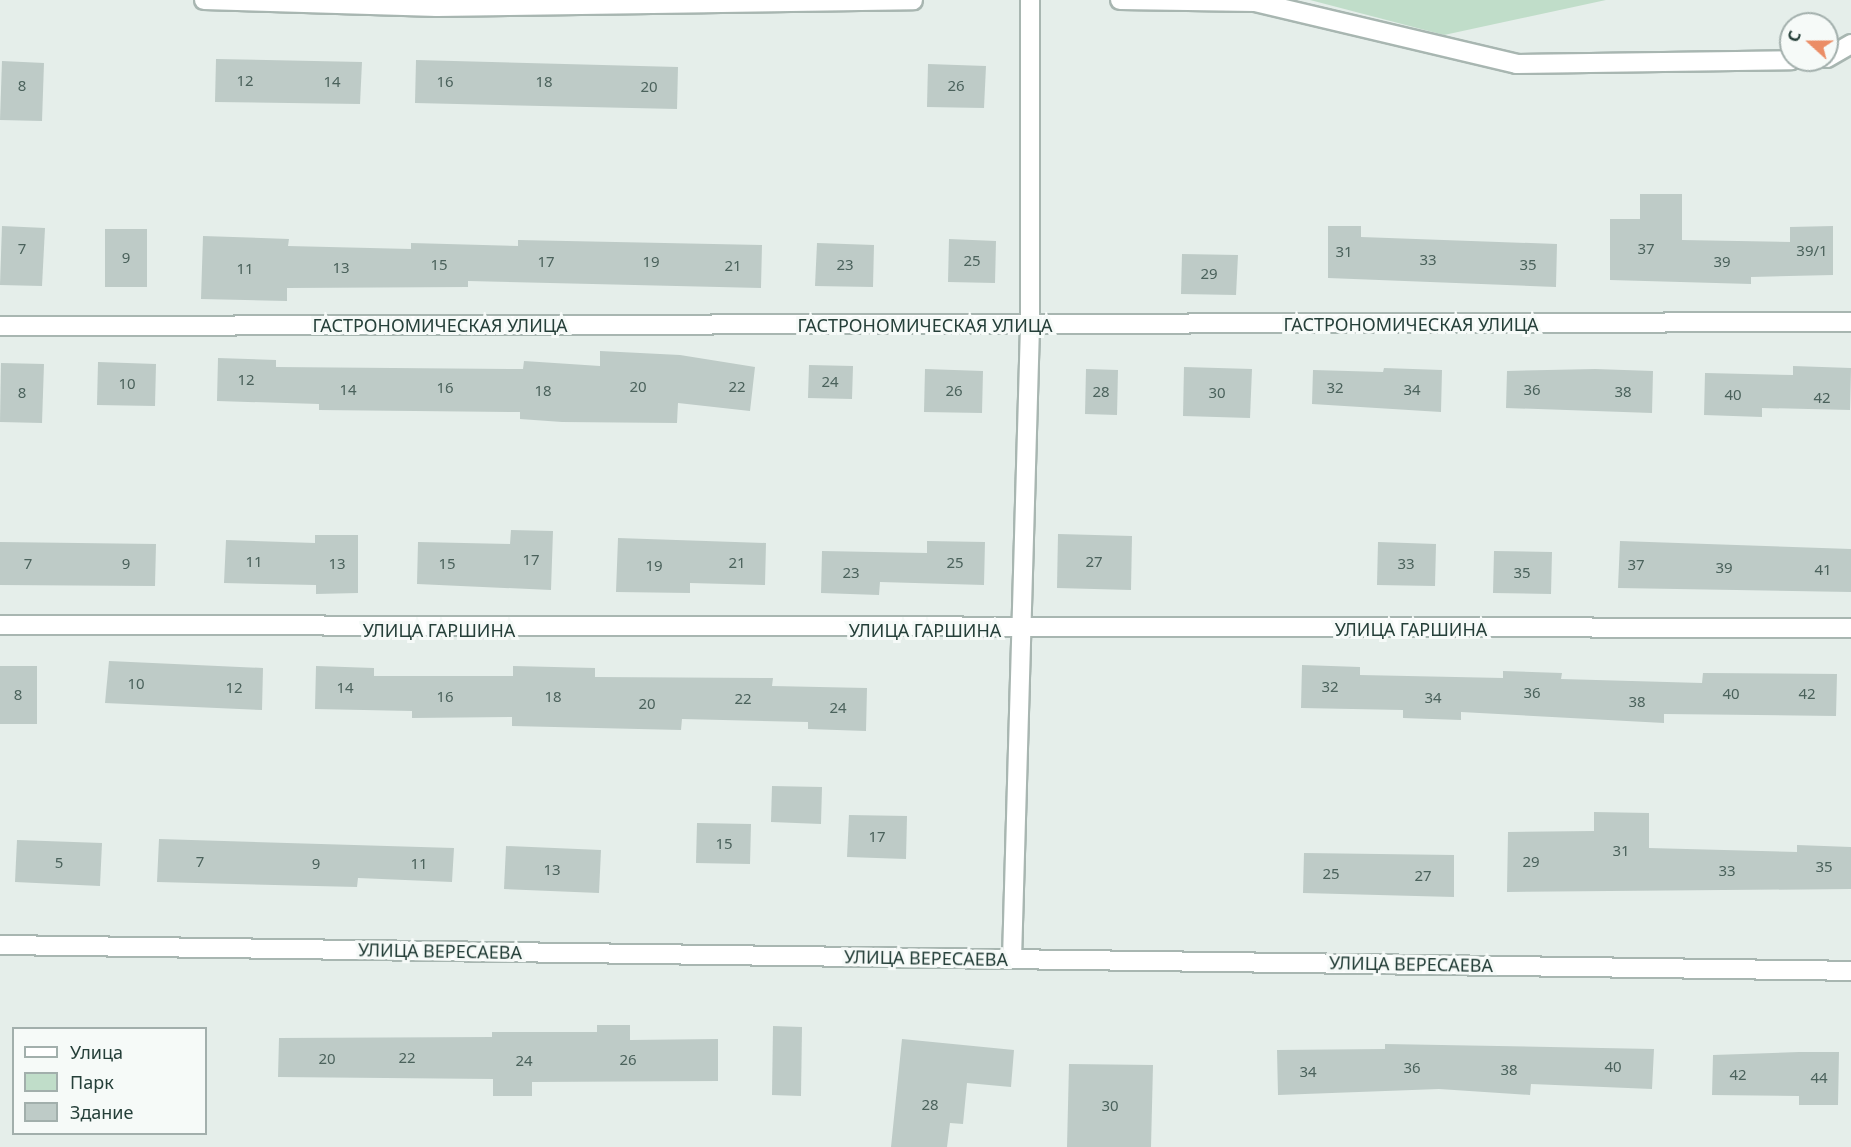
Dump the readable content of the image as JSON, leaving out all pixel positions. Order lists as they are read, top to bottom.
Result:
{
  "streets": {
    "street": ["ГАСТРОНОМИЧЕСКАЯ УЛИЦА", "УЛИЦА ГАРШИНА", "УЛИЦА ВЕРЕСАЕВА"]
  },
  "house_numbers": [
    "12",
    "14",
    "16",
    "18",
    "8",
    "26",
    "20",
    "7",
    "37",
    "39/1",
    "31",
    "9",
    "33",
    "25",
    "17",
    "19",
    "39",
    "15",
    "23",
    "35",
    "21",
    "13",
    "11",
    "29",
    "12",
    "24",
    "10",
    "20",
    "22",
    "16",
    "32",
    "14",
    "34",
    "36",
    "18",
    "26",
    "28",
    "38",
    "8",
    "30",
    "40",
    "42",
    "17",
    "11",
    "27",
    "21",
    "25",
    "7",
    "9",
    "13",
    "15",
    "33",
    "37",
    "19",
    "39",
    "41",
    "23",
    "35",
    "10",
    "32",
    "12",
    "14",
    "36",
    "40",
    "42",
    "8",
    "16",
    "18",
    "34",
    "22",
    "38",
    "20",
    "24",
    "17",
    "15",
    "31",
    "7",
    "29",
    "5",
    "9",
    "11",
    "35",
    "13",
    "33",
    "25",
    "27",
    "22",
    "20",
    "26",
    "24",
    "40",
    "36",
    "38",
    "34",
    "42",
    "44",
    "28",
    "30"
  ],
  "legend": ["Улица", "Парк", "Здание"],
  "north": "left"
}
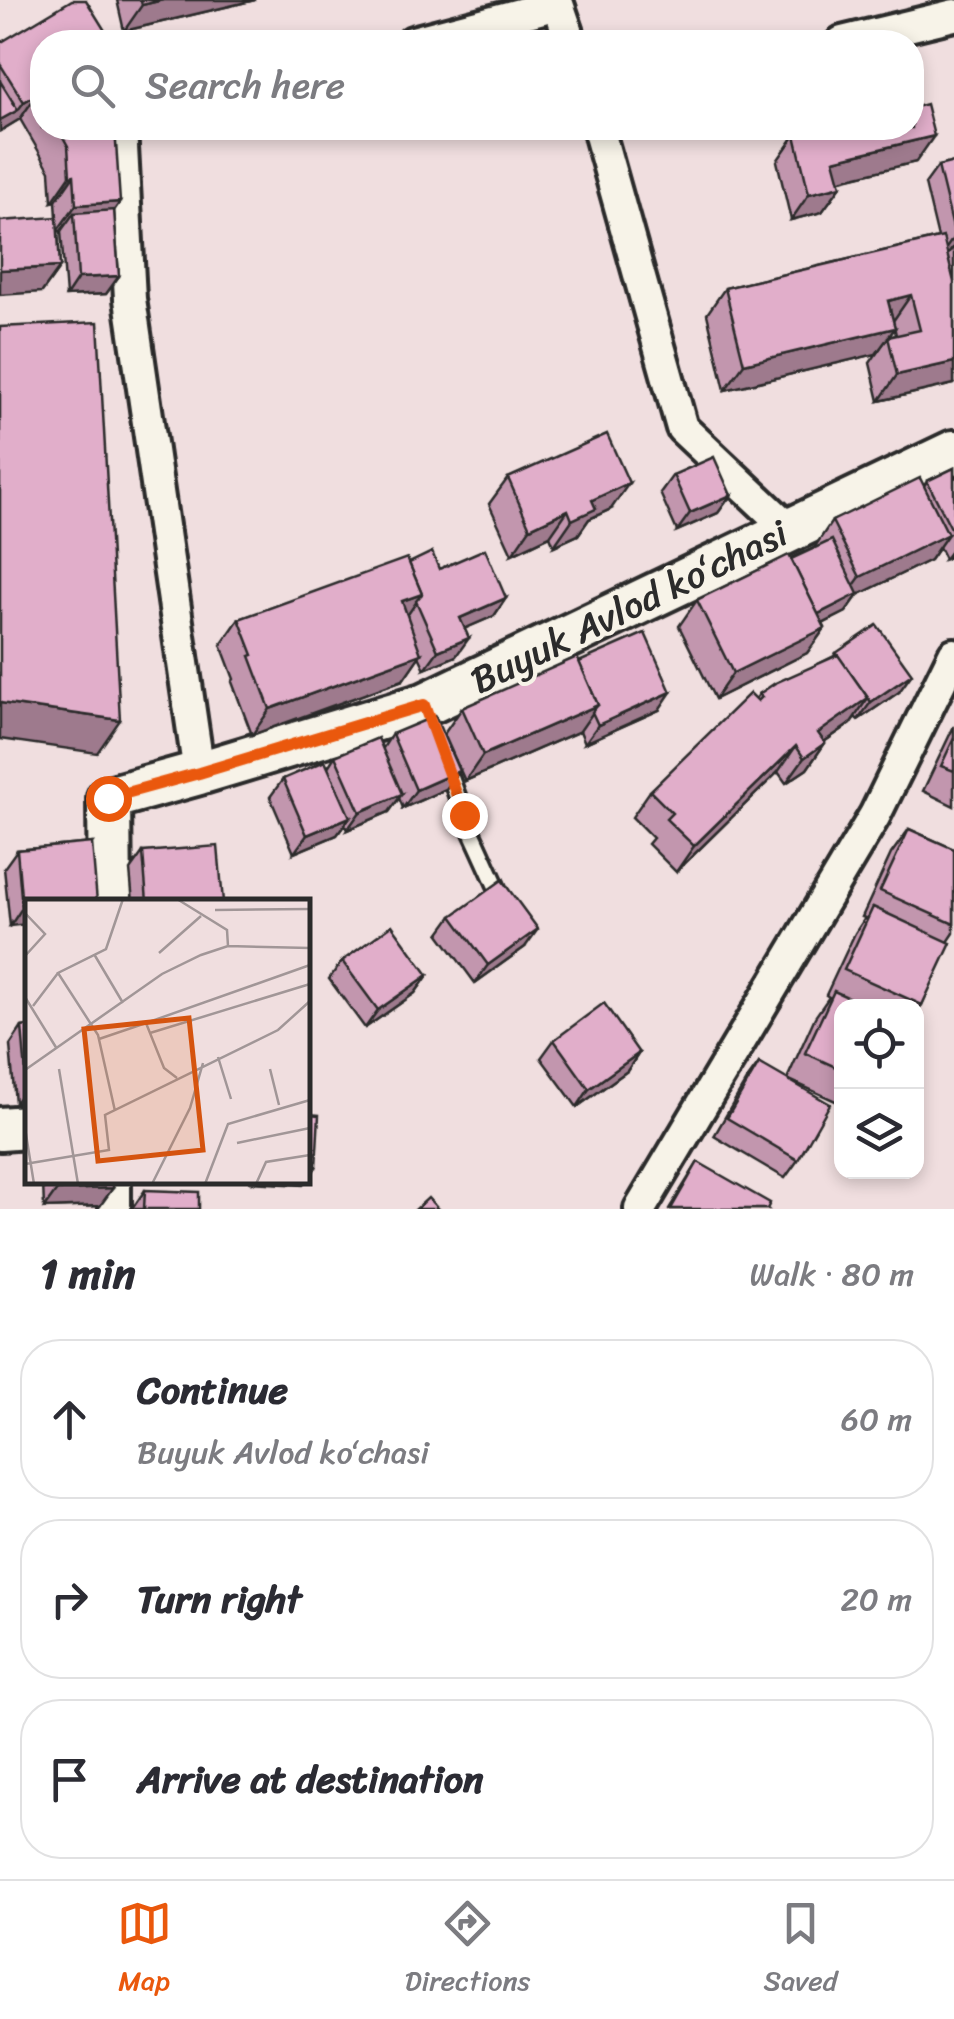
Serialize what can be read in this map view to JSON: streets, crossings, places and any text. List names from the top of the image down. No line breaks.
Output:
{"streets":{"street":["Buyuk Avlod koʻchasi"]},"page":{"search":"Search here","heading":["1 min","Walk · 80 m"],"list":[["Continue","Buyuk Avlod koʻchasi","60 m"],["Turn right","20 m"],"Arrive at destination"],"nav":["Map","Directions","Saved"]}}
● ● ●
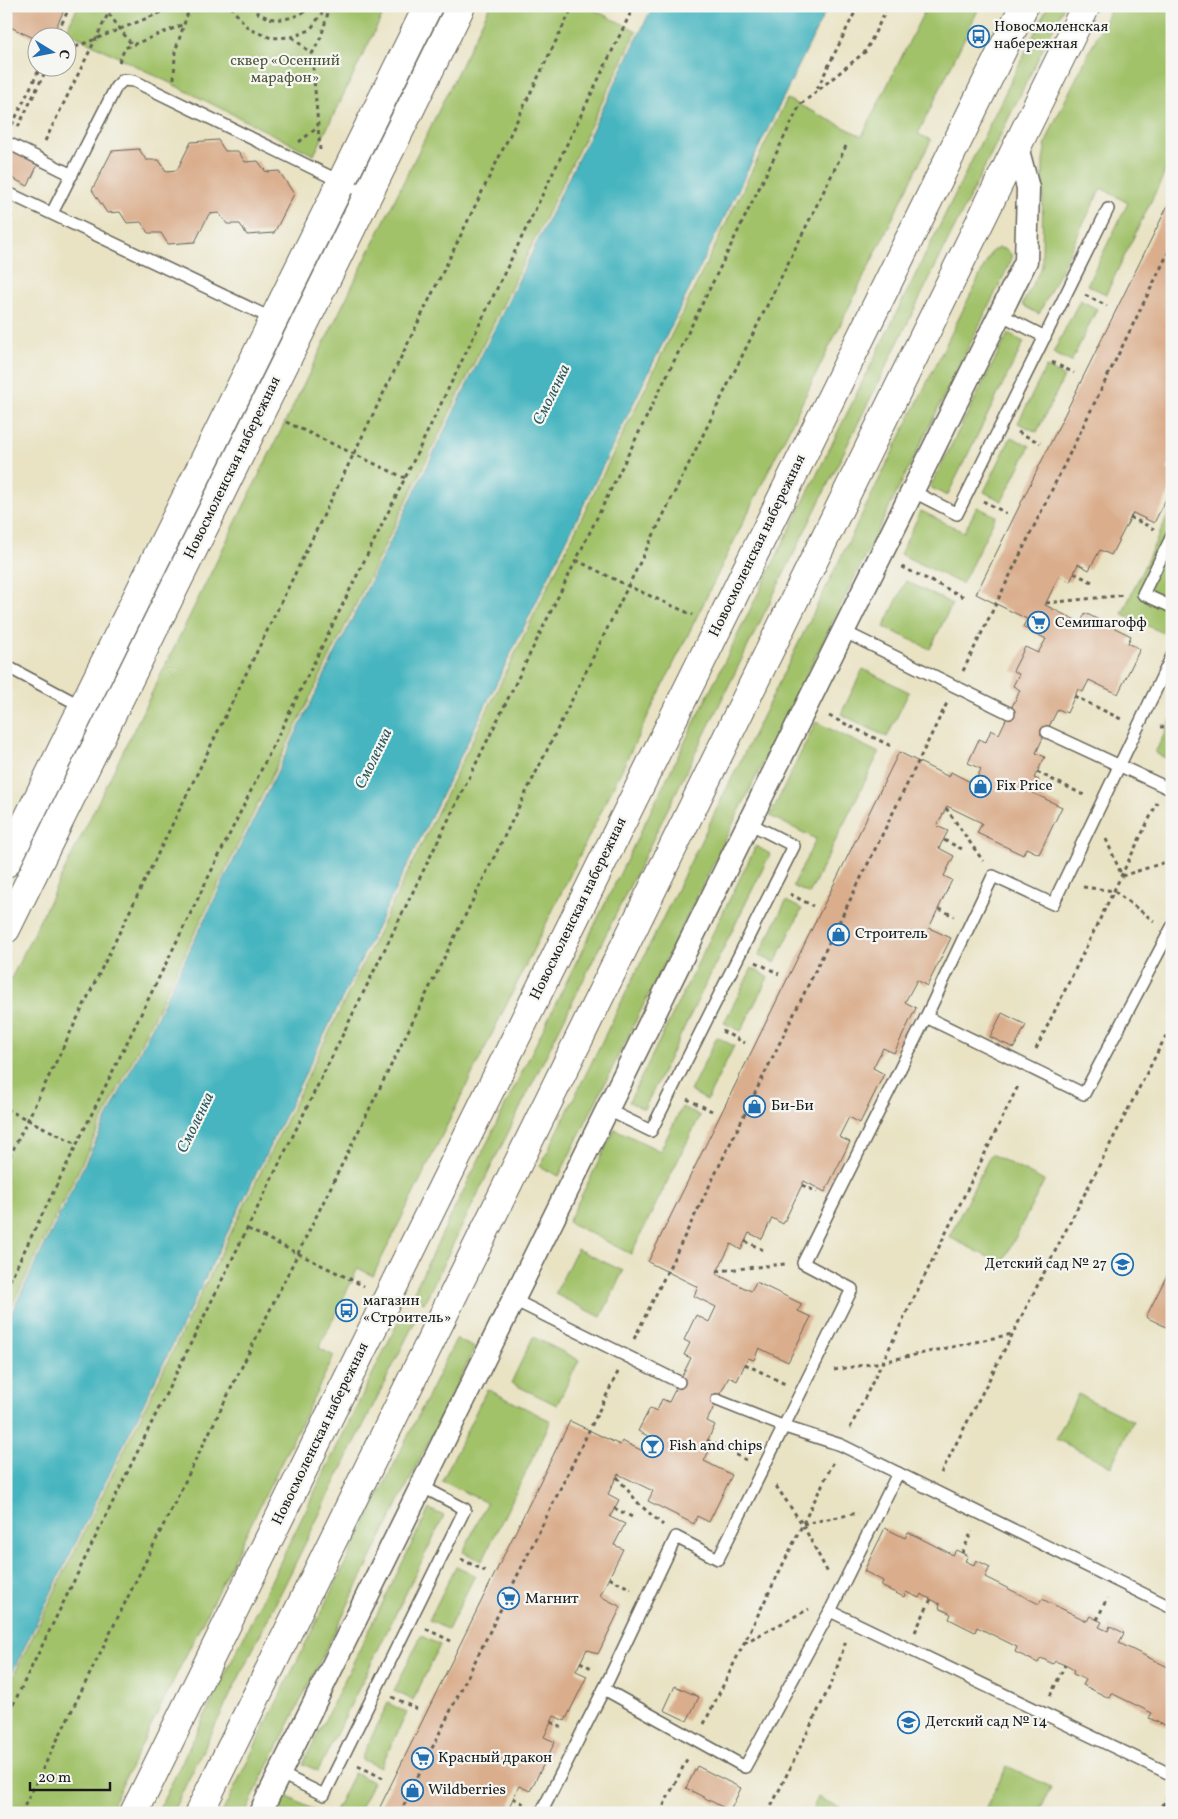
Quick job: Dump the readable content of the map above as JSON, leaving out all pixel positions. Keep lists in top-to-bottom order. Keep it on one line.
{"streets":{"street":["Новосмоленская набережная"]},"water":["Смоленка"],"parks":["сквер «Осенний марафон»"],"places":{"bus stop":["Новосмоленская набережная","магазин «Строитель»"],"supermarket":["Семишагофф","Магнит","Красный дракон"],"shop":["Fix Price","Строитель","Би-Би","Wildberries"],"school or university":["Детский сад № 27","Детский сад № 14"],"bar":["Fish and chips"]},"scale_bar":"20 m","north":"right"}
● ● ●
WHAT YOU HAVE TO DO: Among the entries above, how many lines have the string "image" in them? Only the number should be given.

WRITTEN SOLUTION: 2